L’Afrique au centre de la vision marocaine
L’Afrique a occupé une place centrale dans le discours d’Aziz Akhannouch. Il a rappelé que le Souverain a fait de l’Afrique une priorité stratégique, visant une intégration continentale fondée sur la solidarité et l’innovation.
Il a cité le Processus de Rabat sur les États Africains Atlantiques (PEAA) comme un projet porteur d’une nouvelle solidarité géopolitique. Cette initiative vise à transformer la façade atlantique africaine en un espace de sécurité, de stabilité et de prospérité.
Le projet de Gazoduc Afrique-Atlantique, reliant le Nigeria au Maroc et à l’Europe, illustre parfaitement cette vision, offrant des réponses concrètes aux besoins énergétiques, tout en stimulant le développement économique et l’intégration régionale.
Mondial 2030 : une vitrine pour l’Afrique
Le Chef du gouvernement a également évoqué la Coupe du Monde de football 2030, que le Maroc co-organisera avec l’Espagne et le Portugal. Cet événement, a-t-il souligné, est bien plus qu’une compétition sportive : il est un outil de diplomatie culturelle et de rayonnement international.
Le Maroc entend mobiliser ses infrastructures modernes et son expertise organisationnelle pour offrir un événement planétaire exemplaire, qui contribuera à l’essor socio-économique du pays et de tout le continent africain.
Développement durable et transition énergétique
- Akhannouch a ensuite détaillé les avancées du Maroc en matière de développement durable. Le Royaume mise sur les énergies renouvelables – solaire, éolien et hydrogène vert – pour réduire sa dépendance énergétique et répondre à l’urgence climatique.
Il a évoqué les mesures innovantes mises en place pour lutter contre le stress hydrique : interconnexion des bassins hydrographiques, construction de nouveaux barrages, dessalement de l’eau de mer, réutilisation des eaux usées traitées et modernisation des systèmes d’irrigation.

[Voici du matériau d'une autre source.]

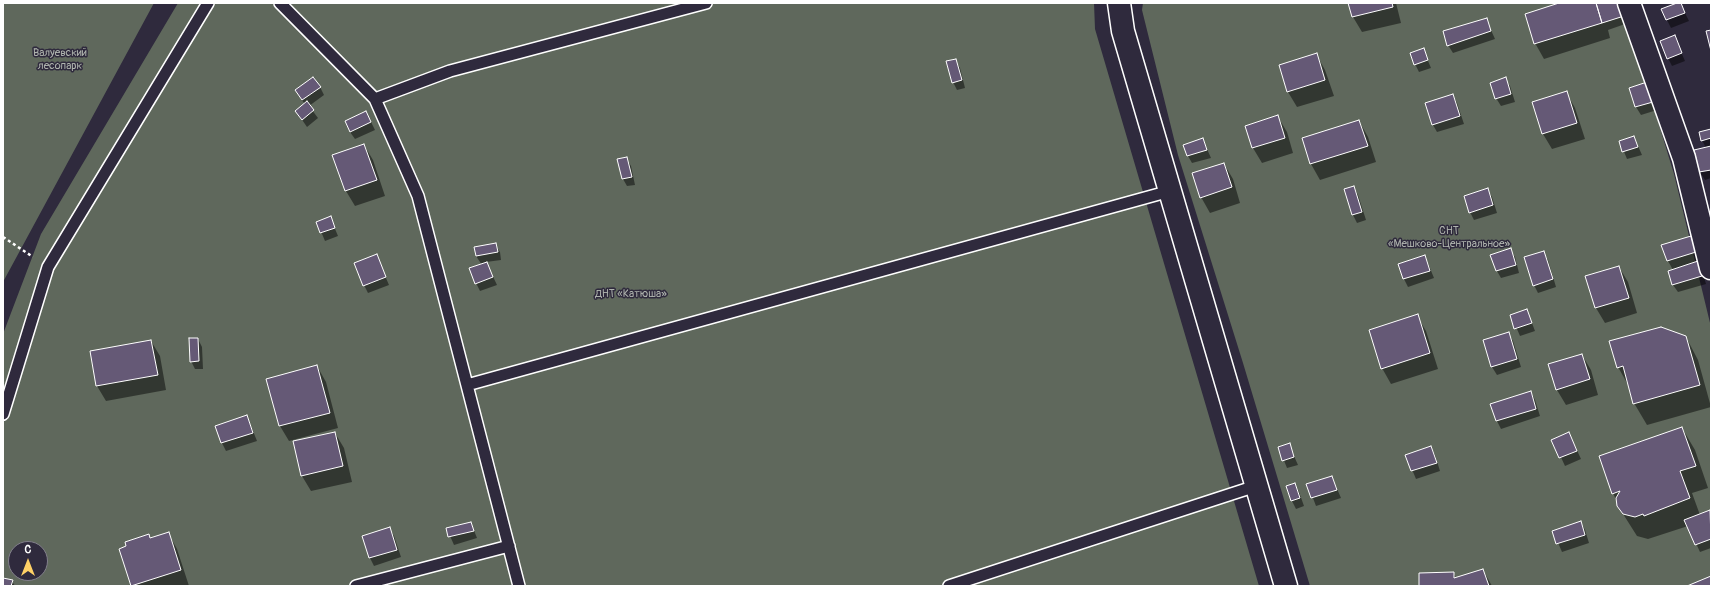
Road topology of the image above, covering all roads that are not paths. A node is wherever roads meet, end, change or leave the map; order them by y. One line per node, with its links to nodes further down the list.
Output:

Pour le Chef du gouvernement, ces politiques visent à garantir la sécurité hydrique à long terme et à protéger l’agriculture, secteur vital pour l’économie nationale.
Transformation numérique et intelligence artificielle
Le Maroc, a poursuivi M. Akhannouch, prépare activement son avenir numérique à travers la stratégie "Maroc Digital 2030". Cette feuille de route ambitionne de faire du pays un hub technologique régional, en encourageant l’innovation et en intégrant l’intelligence artificielle dans des secteurs clés comme la santé, l’éducation et l’agriculture.
Il a insisté sur la nécessité de faire de l’IA un outil d’inclusion sociale et de progrès partagé, et non un facteur de fracture. Pour cela, le Maroc plaide pour une coopération internationale en matière de régulation et d’éthique de l’IA.
Un message de responsabilité et d’ouverture
Dans l’ensemble de son intervention, Aziz Akhannouch a souligné que le Maroc entend jouer un rôle moteur dans la construction d’un ordre mondial plus équitable. Qu’il s’agisse de la défense de son intégrité territoriale, de la paix au Moyen-Orient, de l’intégration africaine ou de la lutte contre le changement climatique, le Royaume se positionne comme un partenaire fiable, porteur de solutions réalistes et d’une vision tournée vers l’avenir.